Common Mistakes When Performing Hypothesis Tests for β₁ Regression

📚 Quick Study Guide

• 📊 Null Hypothesis: The null hypothesis for $\beta_1$ is typically that there is no linear relationship between the independent and dependent variables, i.e., $H_0: \beta_1 = 0$.
• 🧪 Test Statistic: The test statistic is calculated as $t = \frac{\hat{\beta_1} - 0}{SE(\hat{\beta_1})}$, where $\hat{\beta_1}$ is the estimated coefficient and $SE(\hat{\beta_1})$ is its standard error.
• 📈 Degrees of Freedom: The degrees of freedom for the t-test are $n - 2$, where $n$ is the number of observations.
• 🤔 P-value: The p-value is the probability of observing a test statistic as extreme as, or more extreme than, the one calculated, assuming the null hypothesis is true.
• ✅ Decision Rule: If the p-value is less than the significance level $\alpha$ (e.g., 0.05), we reject the null hypothesis.
• 💡 Confidence Interval: A confidence interval for $\beta_1$ is given by $\hat{\beta_1} \pm t_{\alpha/2, n-2} \cdot SE(\hat{\beta_1})$.
• 📉 Assumptions: Linear regression relies on assumptions such as linearity, independence of errors, homoscedasticity (constant variance of errors), and normality of errors.

Practice Quiz

1. Which of the following is a common null hypothesis when testing for the significance of $\beta_1$ in linear regression?

   1. A) $H_0: \beta_1 > 0$
   2. B) $H_0: \beta_1 \neq 0$
   3. C) $H_0: \beta_1 = 0$
   4. D) $H_0: \beta_1 < 0$



2. What is the correct formula for the t-statistic used to test the hypothesis about $\beta_1$?

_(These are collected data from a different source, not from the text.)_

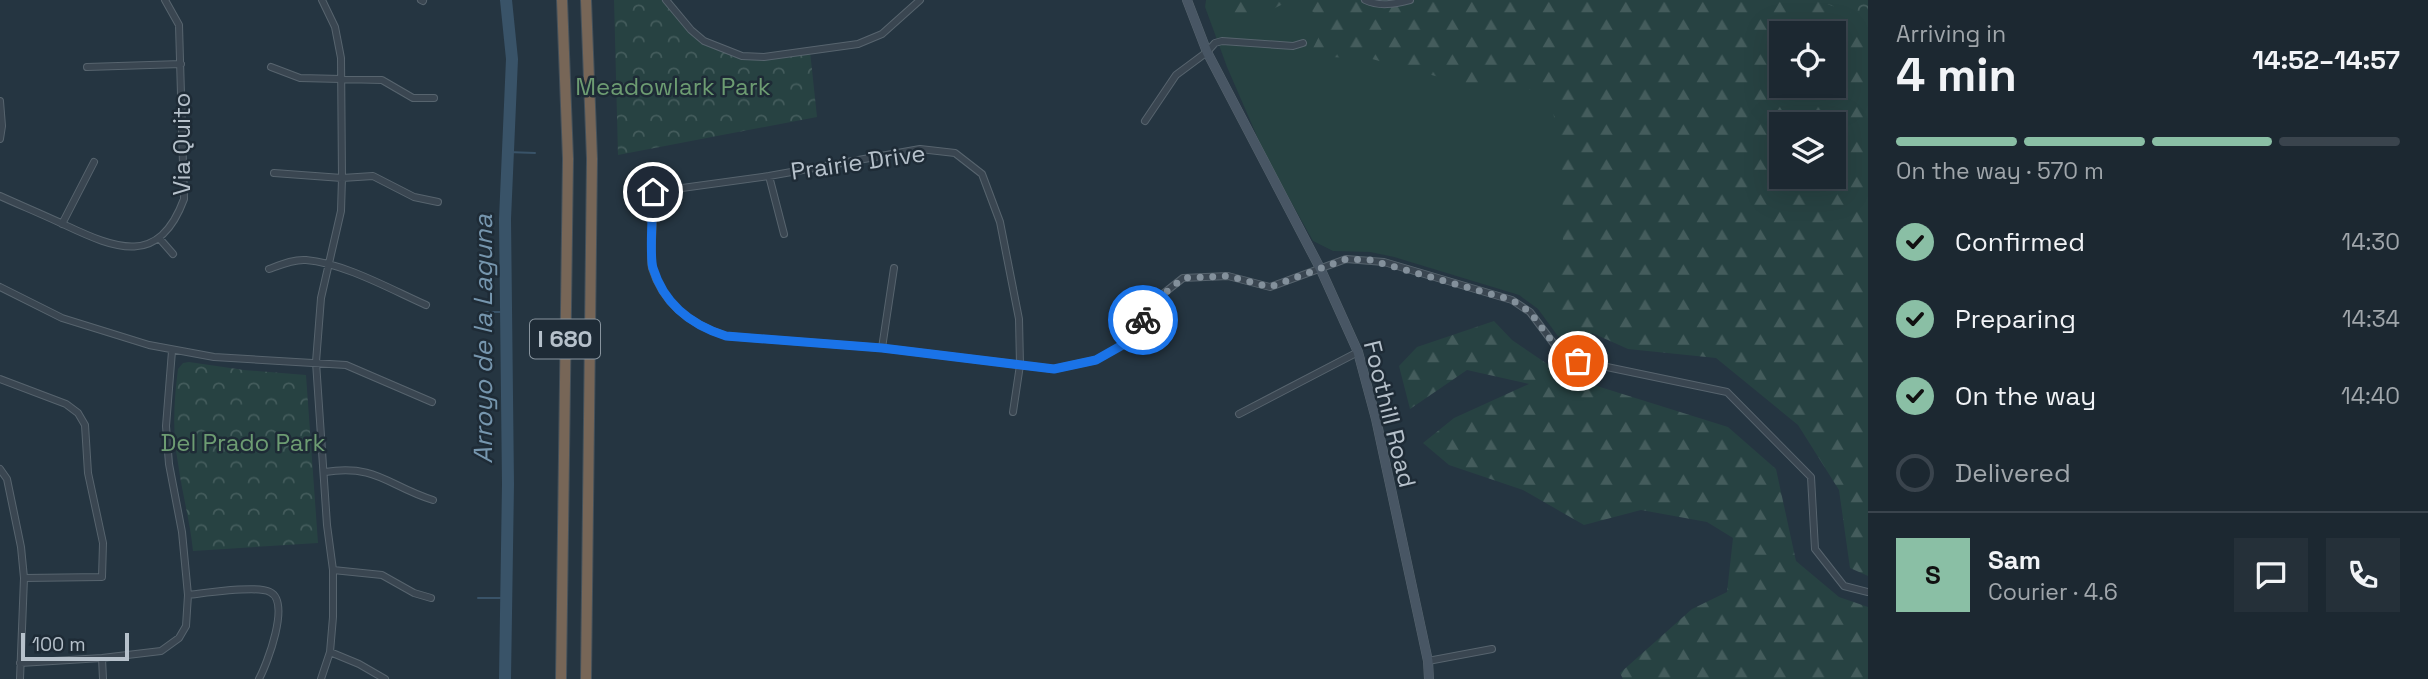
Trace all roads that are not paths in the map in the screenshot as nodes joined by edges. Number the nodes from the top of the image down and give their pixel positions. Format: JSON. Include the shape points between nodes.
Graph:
{"nodes":[{"id":1,"x":165,"y":0,"type":"edge"},
{"id":2,"x":321,"y":0,"type":"edge"},
{"id":3,"x":562,"y":0,"type":"edge"},
{"id":4,"x":586,"y":0,"type":"edge"},
{"id":5,"x":666,"y":0,"type":"edge"},
{"id":6,"x":920,"y":0,"type":"edge"},
{"id":7,"x":1187,"y":0,"type":"edge"},
{"id":8,"x":1365,"y":0,"type":"edge"},
{"id":9,"x":1410,"y":0,"type":"edge"},
{"id":10,"x":1303,"y":43,"type":"dead end"},
{"id":11,"x":1207,"y":51,"type":"junction"},
{"id":12,"x":181,"y":64,"type":"junction"},
{"id":13,"x":87,"y":67,"type":"dead end"},
{"id":14,"x":271,"y":67,"type":"dead end"},
{"id":15,"x":342,"y":78,"type":"junction"},
{"id":16,"x":434,"y":98,"type":"dead end"},
{"id":17,"x":0,"y":101,"type":"edge"},
{"id":18,"x":1145,"y":121,"type":"dead end"},
{"id":19,"x":0,"y":139,"type":"edge"},
{"id":20,"x":94,"y":162,"type":"dead end"},
{"id":21,"x":646,"y":170,"type":"dead end"},
{"id":22,"x":274,"y":173,"type":"dead end"},
{"id":23,"x":769,"y":176,"type":"junction"},
{"id":24,"x":342,"y":178,"type":"junction"},
{"id":25,"x":653,"y":192,"type":"junction"},
{"id":26,"x":0,"y":196,"type":"edge"},
{"id":27,"x":438,"y":202,"type":"dead end"},
{"id":28,"x":62,"y":224,"type":"junction"},
{"id":29,"x":783,"y":234,"type":"dead end"},
{"id":30,"x":159,"y":238,"type":"junction"},
{"id":31,"x":173,"y":254,"type":"dead end"},
{"id":32,"x":329,"y":265,"type":"junction"},
{"id":33,"x":894,"y":268,"type":"dead end"},
{"id":34,"x":269,"y":269,"type":"dead end"},
{"id":35,"x":1321,"y":270,"type":"junction"},
{"id":36,"x":0,"y":287,"type":"edge"},
{"id":37,"x":426,"y":305,"type":"dead end"},
{"id":38,"x":882,"y":348,"type":"junction"},
{"id":39,"x":172,"y":351,"type":"junction"},
{"id":40,"x":1358,"y":352,"type":"junction"},
{"id":41,"x":316,"y":362,"type":"junction"},
{"id":42,"x":1020,"y":365,"type":"junction"},
{"id":43,"x":0,"y":379,"type":"edge"},
{"id":44,"x":432,"y":402,"type":"dead end"},
{"id":45,"x":1013,"y":412,"type":"dead end"},
{"id":46,"x":1239,"y":414,"type":"dead end"},
{"id":47,"x":0,"y":469,"type":"edge"},
{"id":48,"x":325,"y":472,"type":"junction"},
{"id":49,"x":433,"y":500,"type":"dead end"},
{"id":50,"x":332,"y":570,"type":"junction"},
{"id":51,"x":24,"y":578,"type":"junction"},
{"id":52,"x":1868,"y":592,"type":"edge"},
{"id":53,"x":188,"y":595,"type":"junction"},
{"id":54,"x":431,"y":598,"type":"dead end"},
{"id":55,"x":1492,"y":649,"type":"dead end"},
{"id":56,"x":330,"y":652,"type":"junction"},
{"id":57,"x":102,"y":658,"type":"junction"},
{"id":58,"x":1428,"y":661,"type":"junction"},
{"id":59,"x":20,"y":663,"type":"junction"},
{"id":60,"x":20,"y":679,"type":"edge"},
{"id":61,"x":103,"y":679,"type":"edge"},
{"id":62,"x":259,"y":679,"type":"edge"},
{"id":63,"x":321,"y":679,"type":"edge"},
{"id":64,"x":385,"y":679,"type":"edge"},
{"id":65,"x":561,"y":679,"type":"edge"},
{"id":66,"x":586,"y":679,"type":"edge"},
{"id":67,"x":1427,"y":679,"type":"edge"}],
"edges":[{"from":1,"to":12,"type":"street","name":"Via Quito","via":[[179,25]]},
{"from":2,"to":15,"type":"street","via":[[335,27]]},
{"from":3,"to":65,"type":"highway","number":"I 680","via":[[568,159]]},
{"from":4,"to":66,"type":"highway","number":"I 680","via":[[592,159]]},
{"from":5,"to":6,"type":"street","via":[[704,41],[743,56],[764,57],[858,44],[882,34]]},
{"from":7,"to":11,"type":"main road","name":"Foothill Road"},
{"from":8,"to":9,"type":"street","via":[[1386,5]]},
{"from":10,"to":11,"type":"street","via":[[1222,41]]},
{"from":11,"to":18,"type":"street","via":[[1176,75]]},
{"from":11,"to":35,"type":"main road","name":"Foothill Road"},
{"from":12,"to":13,"type":"street"},
{"from":12,"to":30,"type":"street","name":"Via Quito","via":[[184,199],[177,218]]},
{"from":14,"to":15,"type":"street","via":[[299,78]]},
{"from":15,"to":16,"type":"street","via":[[382,80],[413,98]]},
{"from":15,"to":24,"type":"street"},
{"from":17,"to":19,"type":"street"},
{"from":20,"to":28,"type":"street"},
{"from":21,"to":25,"type":"street"},
{"from":22,"to":24,"type":"street"},
{"from":23,"to":25,"type":"street","name":"Prairie Drive"},
{"from":23,"to":29,"type":"street"},
{"from":23,"to":42,"type":"street","name":"Prairie Drive","via":[[920,149],[954,153],[982,174],[1000,222],[1019,319]]},
{"from":24,"to":27,"type":"street","via":[[373,176],[414,197]]},
{"from":24,"to":32,"type":"street","via":[[341,211]]},
{"from":25,"to":38,"type":"street","via":[[652,267],[666,296],[683,316],[726,336]]},
{"from":26,"to":28,"type":"street"},
{"from":28,"to":30,"type":"street","via":[[120,247],[140,247]]},
{"from":30,"to":31,"type":"street"},
{"from":32,"to":34,"type":"street","via":[[302,260]]},
{"from":32,"to":37,"type":"street"},
{"from":32,"to":41,"type":"street","via":[[321,298]]},
{"from":33,"to":38,"type":"street"},
{"from":35,"to":40,"type":"main road","name":"Foothill Road"},
{"from":35,"to":42,"type":"street","via":[[1270,287],[1228,276],[1183,278],[1159,298],[1126,343],[1096,360],[1054,369]]},
{"from":35,"to":52,"type":"street","via":[[1346,259],[1370,260],[1487,292],[1530,312],[1554,344],[1578,361],[1727,392],[1811,477],[1815,549],[1844,586]]},
{"from":36,"to":39,"type":"street","via":[[62,318]]},
{"from":38,"to":42,"type":"street"},
{"from":39,"to":41,"type":"street"},
{"from":39,"to":53,"type":"street","via":[[167,403],[169,464]]},
{"from":40,"to":46,"type":"street"},
{"from":40,"to":58,"type":"main road","name":"Foothill Road"},
{"from":41,"to":44,"type":"street","via":[[346,365]]},
{"from":41,"to":48,"type":"street"},
{"from":42,"to":45,"type":"street","name":"Prairie Drive"},
{"from":43,"to":51,"type":"street","via":[[78,413],[85,425],[88,473],[103,543],[102,577]]},
{"from":47,"to":51,"type":"street","via":[[10,492]]},
{"from":48,"to":49,"type":"street","via":[[364,471]]},
{"from":48,"to":50,"type":"street"},
{"from":50,"to":54,"type":"street","via":[[382,575]]},
{"from":50,"to":56,"type":"street"},
{"from":51,"to":59,"type":"street"},
{"from":53,"to":57,"type":"street","via":[[186,626],[170,646]]},
{"from":53,"to":62,"type":"street","via":[[257,589],[275,596],[274,640]]},
{"from":55,"to":58,"type":"street"},
{"from":56,"to":63,"type":"street"},
{"from":56,"to":64,"type":"street"},
{"from":57,"to":59,"type":"street"},
{"from":57,"to":61,"type":"street"},
{"from":58,"to":67,"type":"main road","name":"Foothill Road"},
{"from":59,"to":60,"type":"street"}]}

   1. A) $t = \frac{SE(\hat{\beta_1})}{\hat{\beta_1} - 0}$
   2. B) $t = \frac{\hat{\beta_1} - 0}{SE(\hat{\beta_1})}$
   3. C) $t = \hat{\beta_1} - 0 \cdot SE(\hat{\beta_1})$
   4. D) $t = \frac{\hat{\beta_1}}{SE(\hat{\beta_1})}$



3. In a simple linear regression with 30 observations, what are the degrees of freedom for the t-test of $\beta_1$?

   1. A) 30
   2. B) 29
   3. C) 28
   4. D) 31



4. What does a small p-value (e.g., p < 0.05) indicate when testing the hypothesis about $\beta_1$?

   1. A) Evidence in favor of the null hypothesis.
   2. B) Evidence against the null hypothesis.
   3. C) The null hypothesis is true.
   4. D) The alternative hypothesis is false.



5. If the 95% confidence interval for $\beta_1$ is (-0.5, 0.8), what can you conclude about the significance of $\beta_1$ at the 5% significance level?

   1. A) $\beta_1$ is statistically significant.
   2. B) $\beta_1$ is not statistically significant.
   3. C) We cannot determine the significance of $\beta_1$ from the confidence interval.
   4. D) $\beta_1$ is equal to 0.



6. Which of the following assumptions is NOT required for valid hypothesis testing in linear regression?

   1. A) Linearity
   2. B) Independence of errors
   3. C) Homoscedasticity
   4. D) Multicollinearity



7. What is the consequence of ignoring heteroscedasticity when performing a hypothesis test for $\beta_1$?

   1. A) It does not affect the validity of the test.
   2. B) The test becomes more powerful.
   3. C) The standard errors are biased, leading to incorrect p-values and confidence intervals.
   4. D) The estimated $\beta_1$ is biased.